Originally Posted by Hot Water:
Originally Posted by Rob Leese:
If the little 1:48 guy happens to be wearing a tie, it is the Road Foreman of Engines making a ride with the crew that trip.
The wearing of neck ties has been a safety violation on every railroad that I have been on, for more than 20 years now.
Haha, yes. Thank goodness.
In 1984, when I first became a Road Foreman of Engines, The Santa Fe dress code for Division officials was a jacket and necktie in the field or in the office. They had just done away with the requirement of a hat. It was expected that you would know enough to wear a suit if you went to a large meeting (especially if customers were present), were accompanying a business car movement, or if you had business in the General Office. It was also expected that, if you were a Santa Fe official, you would have the sense to keep your tie away from rotating machinery.

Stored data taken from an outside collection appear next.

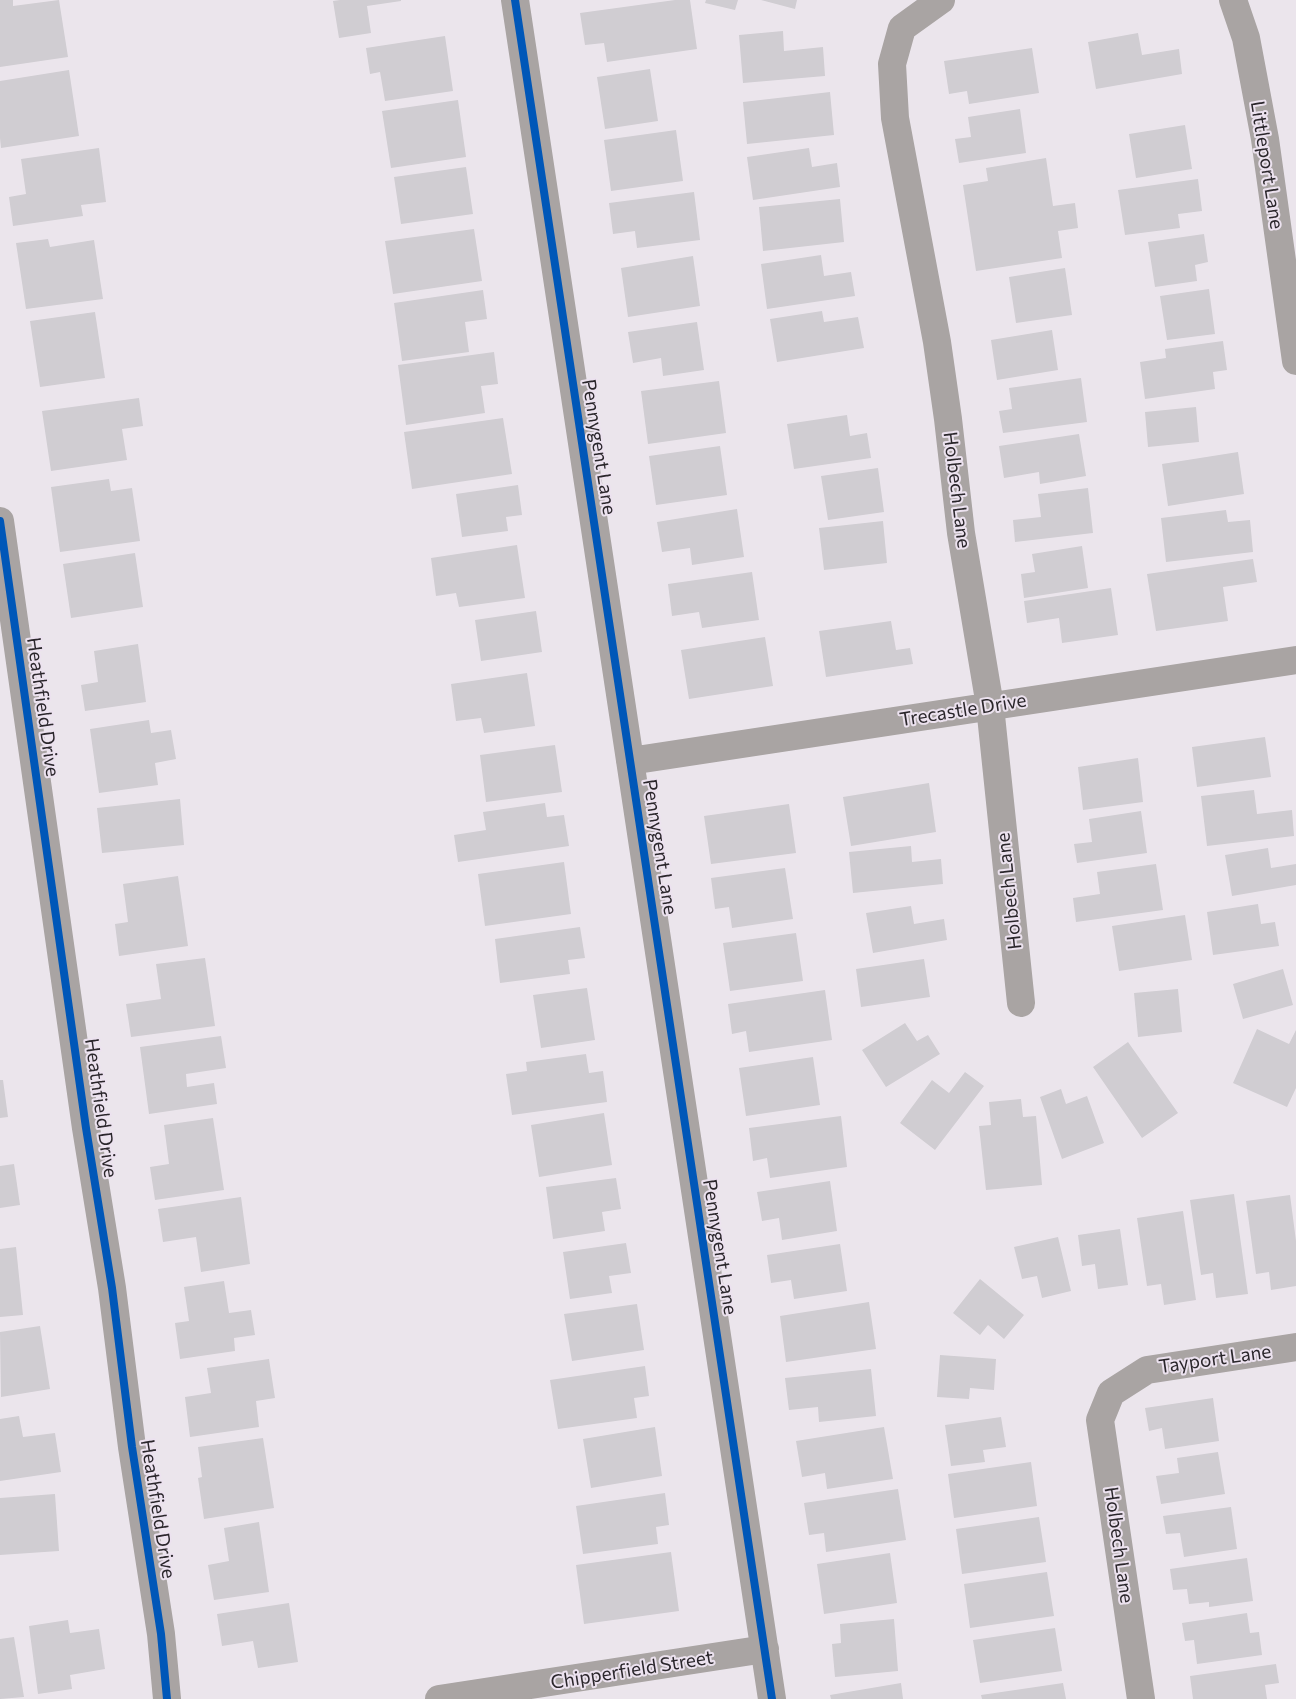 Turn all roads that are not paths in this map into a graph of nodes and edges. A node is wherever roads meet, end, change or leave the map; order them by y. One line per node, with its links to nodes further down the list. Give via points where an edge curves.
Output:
1 (515, 0): 8 (street, Pennygent Lane)
2 (941, 0): 7 (street, Holbech Lane, via 902,28 892,64 895,118 936,342 961,533)
3 (1233, 0): 4 (street, Littleport Lane, via 1246,38 1265,139)
4 (1296, 361)
5 (0, 522): 13 (street, Heathfield Drive, via 86,1128 112,1288 161,1634)
6 (1296, 660): 7 (street, Trecastle Drive)
7 (990, 706): 8 (street, Trecastle Drive); 9 (street, Holbech Lane)
8 (630, 761): 12 (street, Pennygent Lane)
9 (1021, 1003)
10 (1296, 1347): 11 (street, Tayport Lane, via 1147,1370)
11 (1111, 1393): 16 (street, Holbech Lane, via 1100,1420)
12 (765, 1649): 14 (street, Chipperfield Street); 15 (street, Pennygent Lane)
13 (167, 1699)
14 (439, 1699)
15 (772, 1699)
16 (1142, 1699)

My first territory was the Needles District, between Barstow and Needles, California, all of it in the Mojave Desert, where daytime temperatures in summer are routinely 110 degrees, and sometimes get above 120. The Trainmaster and I had a special exemption from the dress code. The Superintendent (with the blessing of the General Manager, because the railroad was like the military in those days) granted us permission to wear a good quality short sleeved dress or polo shirt from Easter until Labor Day. Even so, that did not cover the entire hot season, and I had ties that I only wore to work, because they had sweat stains.
After Robert Krebs took us lean and mean around 1989, in order to greenmail ourselves away from the corporate raiders who wanted to take us over, everybody gradually abandoned neckties except when dealing with customers, and Mr. Krebs later made business casual the official dress code, except when dealing with customers.